# Stored data entries
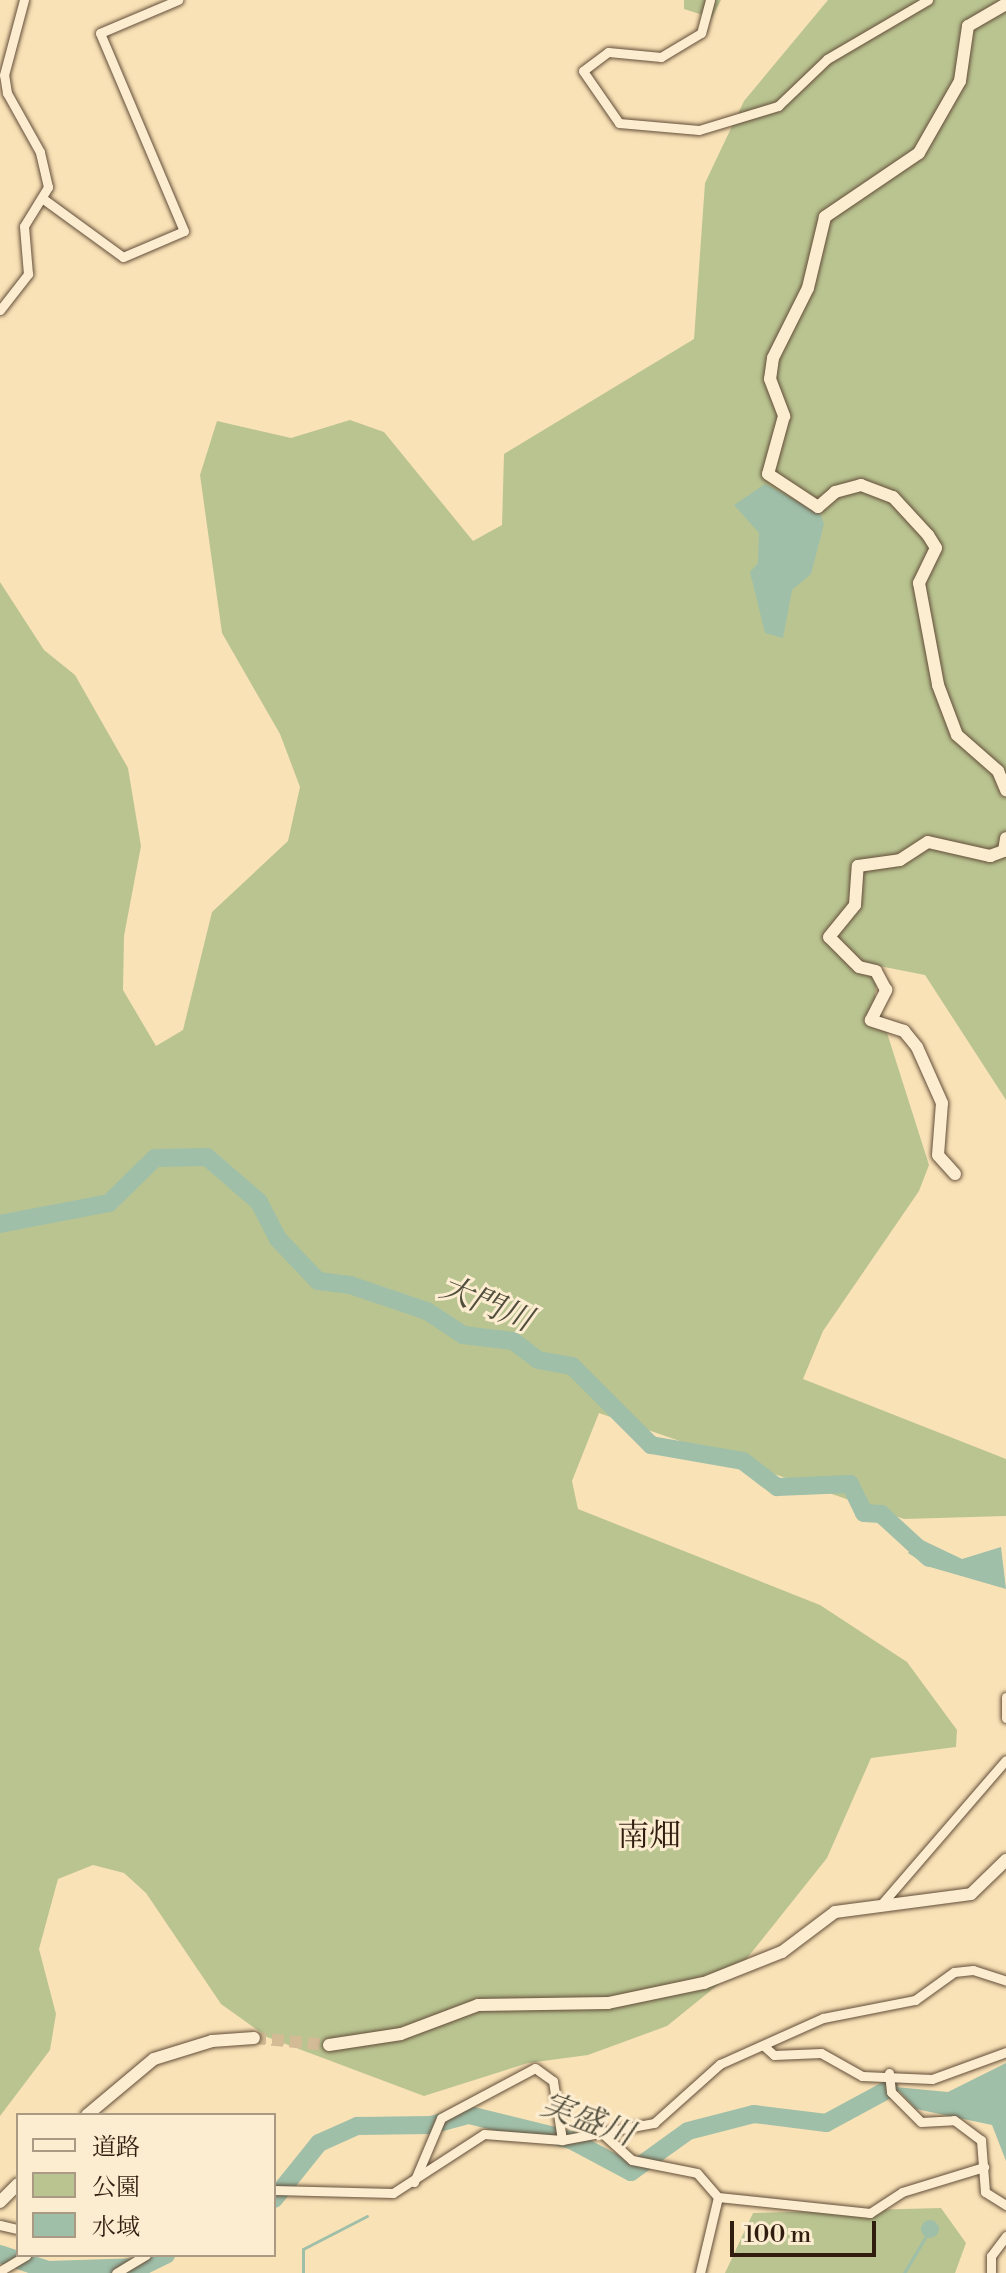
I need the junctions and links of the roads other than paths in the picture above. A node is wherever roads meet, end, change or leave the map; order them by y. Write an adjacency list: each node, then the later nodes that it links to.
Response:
1 (24, 0): 6 (street)
2 (178, 0): 6 (street)
3 (710, 0): 4 (street)
4 (928, 0)
5 (1006, 4): 8 (main road)
6 (42, 198): 7 (street)
7 (0, 310)
8 (1006, 790)
9 (1006, 838): 10 (main road)
10 (955, 1174)
11 (1006, 1697): 12 (street)
12 (1006, 1718)
13 (1006, 1760): 14 (street)
14 (991, 1776): 15 (street); 17 (street)
15 (1006, 1780)
16 (1006, 1860): 17 (main road)
17 (879, 1907): 20 (main road)
18 (1006, 1981): 21 (street)
19 (254, 2038): 24 (main road)
20 (329, 2045)
21 (765, 2047): 23 (street); 25 (street)
22 (1006, 2052): 23 (street)
23 (889, 2073): 27 (street)
24 (89, 2113)
25 (603, 2134): 26 (street); 31 (street)
26 (562, 2140): 28 (street); 28 (street)
27 (984, 2167): 31 (street); 33 (street)
28 (414, 2182): 30 (street)
29 (16, 2186): 32 (main road)
30 (276, 2190)
31 (718, 2197): 39 (street)
32 (0, 2202)
33 (1006, 2205)
34 (1006, 2236): 40 (street)
35 (24, 2257): 37 (street)
36 (143, 2257): 38 (street)
37 (0, 2271)
38 (116, 2273)
39 (700, 2273)
40 (991, 2273)

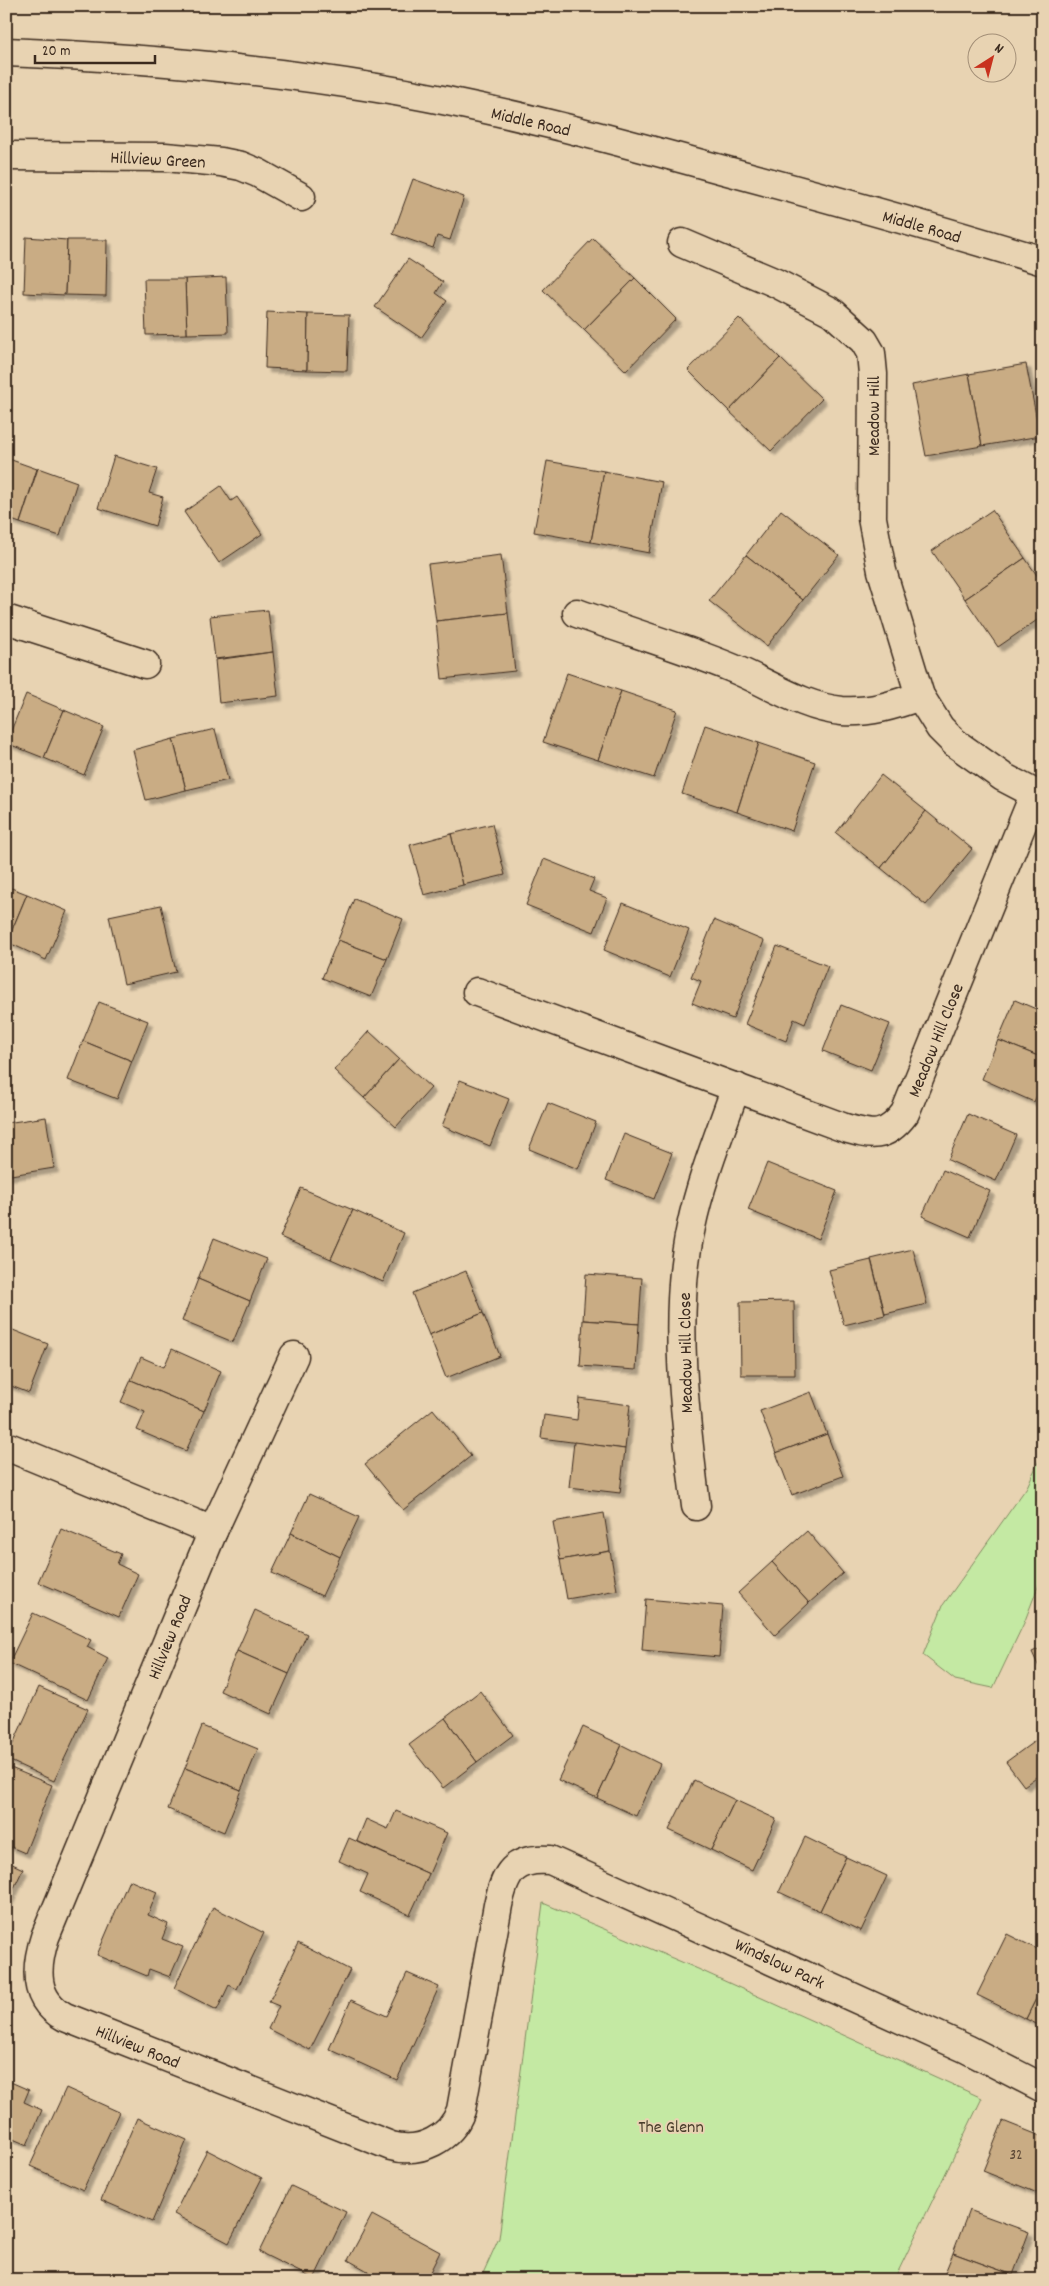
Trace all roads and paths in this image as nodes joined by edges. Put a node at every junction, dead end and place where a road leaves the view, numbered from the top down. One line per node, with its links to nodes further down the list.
1 (6, 52): 5 (street, Middle Road)
2 (6, 156): 3 (street, Hillview Green)
3 (301, 197)
4 (682, 242): 9 (street, Meadow Hill)
5 (1043, 261)
6 (577, 613): 9 (street)
7 (8, 625): 8 (street)
8 (145, 664)
9 (920, 696): 10 (street, Meadow Hill)
10 (1039, 796): 12 (street, Meadow Hill Close)
11 (477, 992): 12 (street, Meadow Hill Close)
12 (736, 1087): 15 (street, Meadow Hill Close)
13 (294, 1356): 16 (street, Hillview Road)
14 (6, 1446): 16 (street)
15 (696, 1506)
16 (213, 1531): 17 (street, Hillview Road)
17 (514, 1868): 18 (street, Windslow Park)
18 (1043, 2088)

# About this task
Your reply should restate the data above word for word and contain no pictures.

# Reply
I need the junctions and links of the roads other than paths in the picture above. A node is wherever roads meet, end, change or leave the map; order them by y. Write an adjacency list: each node, then the later nodes that it links to.
Response:
1 (24, 0): 6 (street)
2 (178, 0): 6 (street)
3 (710, 0): 4 (street)
4 (928, 0)
5 (1006, 4): 8 (main road)
6 (42, 198): 7 (street)
7 (0, 310)
8 (1006, 790)
9 (1006, 838): 10 (main road)
10 (955, 1174)
11 (1006, 1697): 12 (street)
12 (1006, 1718)
13 (1006, 1760): 14 (street)
14 (991, 1776): 15 (street); 17 (street)
15 (1006, 1780)
16 (1006, 1860): 17 (main road)
17 (879, 1907): 20 (main road)
18 (1006, 1981): 21 (street)
19 (254, 2038): 24 (main road)
20 (329, 2045)
21 (765, 2047): 23 (street); 25 (street)
22 (1006, 2052): 23 (street)
23 (889, 2073): 27 (street)
24 (89, 2113)
25 (603, 2134): 26 (street); 31 (street)
26 (562, 2140): 28 (street); 28 (street)
27 (984, 2167): 31 (street); 33 (street)
28 (414, 2182): 30 (street)
29 (16, 2186): 32 (main road)
30 (276, 2190)
31 (718, 2197): 39 (street)
32 (0, 2202)
33 (1006, 2205)
34 (1006, 2236): 40 (street)
35 (24, 2257): 37 (street)
36 (143, 2257): 38 (street)
37 (0, 2271)
38 (116, 2273)
39 (700, 2273)
40 (991, 2273)

Trace all roads and paths in this image as nodes joined by edges. Put a node at every junction, dead end and place where a road leaves the view, numbered from the top down. One line per node, with its links to nodes further down the list.
1 (6, 52): 5 (street, Middle Road)
2 (6, 156): 3 (street, Hillview Green)
3 (301, 197)
4 (682, 242): 9 (street, Meadow Hill)
5 (1043, 261)
6 (577, 613): 9 (street)
7 (8, 625): 8 (street)
8 (145, 664)
9 (920, 696): 10 (street, Meadow Hill)
10 (1039, 796): 12 (street, Meadow Hill Close)
11 (477, 992): 12 (street, Meadow Hill Close)
12 (736, 1087): 15 (street, Meadow Hill Close)
13 (294, 1356): 16 (street, Hillview Road)
14 (6, 1446): 16 (street)
15 (696, 1506)
16 (213, 1531): 17 (street, Hillview Road)
17 (514, 1868): 18 (street, Windslow Park)
18 (1043, 2088)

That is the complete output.